[Collected data entries]
──────

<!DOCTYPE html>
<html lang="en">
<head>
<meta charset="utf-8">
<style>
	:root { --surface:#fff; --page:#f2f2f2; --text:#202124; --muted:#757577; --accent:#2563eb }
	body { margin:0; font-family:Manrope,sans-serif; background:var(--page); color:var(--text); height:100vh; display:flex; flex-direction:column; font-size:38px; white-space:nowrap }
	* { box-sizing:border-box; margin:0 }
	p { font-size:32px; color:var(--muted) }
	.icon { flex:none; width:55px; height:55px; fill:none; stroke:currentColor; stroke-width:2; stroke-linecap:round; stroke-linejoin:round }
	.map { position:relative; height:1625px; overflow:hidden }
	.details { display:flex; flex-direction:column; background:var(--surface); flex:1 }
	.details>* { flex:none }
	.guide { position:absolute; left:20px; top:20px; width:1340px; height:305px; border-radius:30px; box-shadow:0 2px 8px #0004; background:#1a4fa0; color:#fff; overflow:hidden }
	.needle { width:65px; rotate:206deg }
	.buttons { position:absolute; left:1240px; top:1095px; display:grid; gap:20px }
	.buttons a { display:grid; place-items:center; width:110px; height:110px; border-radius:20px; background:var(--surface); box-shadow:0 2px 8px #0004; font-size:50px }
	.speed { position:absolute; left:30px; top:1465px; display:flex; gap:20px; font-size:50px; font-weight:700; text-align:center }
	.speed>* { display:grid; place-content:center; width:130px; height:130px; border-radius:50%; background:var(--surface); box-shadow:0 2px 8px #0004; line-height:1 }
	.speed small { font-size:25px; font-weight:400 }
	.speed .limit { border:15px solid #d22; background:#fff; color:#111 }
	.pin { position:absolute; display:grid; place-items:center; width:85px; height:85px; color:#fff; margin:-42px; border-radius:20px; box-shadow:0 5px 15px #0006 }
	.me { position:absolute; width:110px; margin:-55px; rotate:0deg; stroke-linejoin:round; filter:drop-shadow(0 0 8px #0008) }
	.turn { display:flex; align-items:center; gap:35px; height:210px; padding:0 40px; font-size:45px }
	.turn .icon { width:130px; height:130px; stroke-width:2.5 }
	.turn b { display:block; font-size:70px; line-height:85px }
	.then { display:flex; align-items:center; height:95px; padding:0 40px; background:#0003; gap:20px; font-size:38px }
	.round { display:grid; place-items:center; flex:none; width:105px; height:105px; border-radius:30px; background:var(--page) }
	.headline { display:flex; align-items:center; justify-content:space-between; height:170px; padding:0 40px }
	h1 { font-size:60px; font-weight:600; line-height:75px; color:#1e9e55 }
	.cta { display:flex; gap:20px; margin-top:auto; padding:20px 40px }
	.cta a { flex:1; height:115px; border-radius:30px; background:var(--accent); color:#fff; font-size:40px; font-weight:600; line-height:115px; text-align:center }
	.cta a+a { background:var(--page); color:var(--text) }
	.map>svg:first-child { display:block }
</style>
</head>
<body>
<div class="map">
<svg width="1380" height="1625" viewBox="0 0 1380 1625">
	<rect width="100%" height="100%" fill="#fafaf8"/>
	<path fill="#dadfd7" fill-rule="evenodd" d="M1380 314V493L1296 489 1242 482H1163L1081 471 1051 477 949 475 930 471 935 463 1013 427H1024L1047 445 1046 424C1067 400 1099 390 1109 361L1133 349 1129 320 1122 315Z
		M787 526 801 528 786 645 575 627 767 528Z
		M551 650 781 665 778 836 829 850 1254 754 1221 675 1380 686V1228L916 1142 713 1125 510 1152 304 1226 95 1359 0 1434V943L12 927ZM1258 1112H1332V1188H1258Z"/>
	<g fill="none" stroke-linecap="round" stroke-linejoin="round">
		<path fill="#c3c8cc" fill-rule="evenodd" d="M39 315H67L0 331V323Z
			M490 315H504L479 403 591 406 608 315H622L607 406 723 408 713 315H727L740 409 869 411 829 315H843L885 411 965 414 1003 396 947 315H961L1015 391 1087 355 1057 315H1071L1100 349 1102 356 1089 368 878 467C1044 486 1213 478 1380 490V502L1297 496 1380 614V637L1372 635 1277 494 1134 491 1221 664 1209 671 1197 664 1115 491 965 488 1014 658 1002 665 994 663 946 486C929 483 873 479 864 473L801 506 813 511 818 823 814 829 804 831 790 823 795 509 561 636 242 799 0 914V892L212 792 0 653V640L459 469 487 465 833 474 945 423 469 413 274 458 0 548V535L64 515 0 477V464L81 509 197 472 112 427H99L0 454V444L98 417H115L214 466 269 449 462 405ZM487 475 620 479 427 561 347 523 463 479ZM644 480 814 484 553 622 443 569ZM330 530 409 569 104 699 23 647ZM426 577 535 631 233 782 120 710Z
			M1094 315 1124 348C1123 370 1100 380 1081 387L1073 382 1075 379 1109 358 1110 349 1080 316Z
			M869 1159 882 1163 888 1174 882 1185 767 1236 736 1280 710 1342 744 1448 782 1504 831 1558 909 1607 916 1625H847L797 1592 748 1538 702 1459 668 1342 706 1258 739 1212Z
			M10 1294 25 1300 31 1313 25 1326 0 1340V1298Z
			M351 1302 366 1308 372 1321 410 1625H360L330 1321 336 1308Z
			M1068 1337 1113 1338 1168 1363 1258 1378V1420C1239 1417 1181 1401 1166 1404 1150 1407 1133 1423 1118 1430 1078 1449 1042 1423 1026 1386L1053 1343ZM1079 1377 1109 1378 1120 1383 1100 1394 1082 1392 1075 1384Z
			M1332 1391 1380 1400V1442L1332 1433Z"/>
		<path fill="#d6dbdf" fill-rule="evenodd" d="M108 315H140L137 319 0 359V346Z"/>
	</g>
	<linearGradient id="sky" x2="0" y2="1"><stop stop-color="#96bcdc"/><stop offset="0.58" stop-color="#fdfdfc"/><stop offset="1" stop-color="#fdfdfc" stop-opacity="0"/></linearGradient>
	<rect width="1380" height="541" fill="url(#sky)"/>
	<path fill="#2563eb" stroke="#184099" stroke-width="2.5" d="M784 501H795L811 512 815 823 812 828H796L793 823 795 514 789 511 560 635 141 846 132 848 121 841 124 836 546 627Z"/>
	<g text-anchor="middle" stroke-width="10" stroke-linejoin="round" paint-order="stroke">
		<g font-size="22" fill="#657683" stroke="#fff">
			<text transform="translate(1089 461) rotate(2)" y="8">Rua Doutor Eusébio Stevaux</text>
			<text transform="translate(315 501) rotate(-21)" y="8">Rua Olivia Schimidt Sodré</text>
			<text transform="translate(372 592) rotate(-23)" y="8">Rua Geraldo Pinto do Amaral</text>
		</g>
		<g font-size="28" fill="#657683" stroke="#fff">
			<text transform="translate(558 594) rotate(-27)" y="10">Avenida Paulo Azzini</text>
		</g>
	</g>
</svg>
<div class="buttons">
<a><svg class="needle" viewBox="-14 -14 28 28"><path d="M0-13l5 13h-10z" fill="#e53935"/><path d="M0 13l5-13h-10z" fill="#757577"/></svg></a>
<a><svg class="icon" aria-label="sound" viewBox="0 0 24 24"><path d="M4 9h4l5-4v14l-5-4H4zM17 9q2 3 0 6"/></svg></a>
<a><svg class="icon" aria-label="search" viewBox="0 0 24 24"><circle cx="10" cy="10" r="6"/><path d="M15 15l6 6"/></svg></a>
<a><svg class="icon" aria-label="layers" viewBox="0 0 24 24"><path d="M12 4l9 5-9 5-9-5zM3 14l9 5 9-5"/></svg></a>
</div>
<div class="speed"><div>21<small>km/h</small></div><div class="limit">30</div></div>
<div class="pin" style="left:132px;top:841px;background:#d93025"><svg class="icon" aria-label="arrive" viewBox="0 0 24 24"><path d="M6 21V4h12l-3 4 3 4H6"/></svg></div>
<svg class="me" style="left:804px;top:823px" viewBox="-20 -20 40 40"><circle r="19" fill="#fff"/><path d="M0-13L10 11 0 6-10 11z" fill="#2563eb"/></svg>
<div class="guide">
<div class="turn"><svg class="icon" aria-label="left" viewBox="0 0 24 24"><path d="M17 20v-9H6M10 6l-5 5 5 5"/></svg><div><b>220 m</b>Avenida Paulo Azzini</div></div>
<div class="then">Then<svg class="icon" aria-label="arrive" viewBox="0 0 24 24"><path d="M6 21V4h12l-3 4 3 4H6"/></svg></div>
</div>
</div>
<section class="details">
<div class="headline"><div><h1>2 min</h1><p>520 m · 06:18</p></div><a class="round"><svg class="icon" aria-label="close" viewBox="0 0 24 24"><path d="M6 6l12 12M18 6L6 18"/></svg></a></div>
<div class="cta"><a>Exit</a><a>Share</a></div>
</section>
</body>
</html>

──────

[What you have to do] All lines above containing the string "body": copy each one.

[Response box]
	body { margin:0; font-family:Manrope,sans-serif; background:var(--page); color:var(--text); height:100vh; display:flex; flex-direction:column; font-size:38px; white-space:nowrap }
<body>
</body>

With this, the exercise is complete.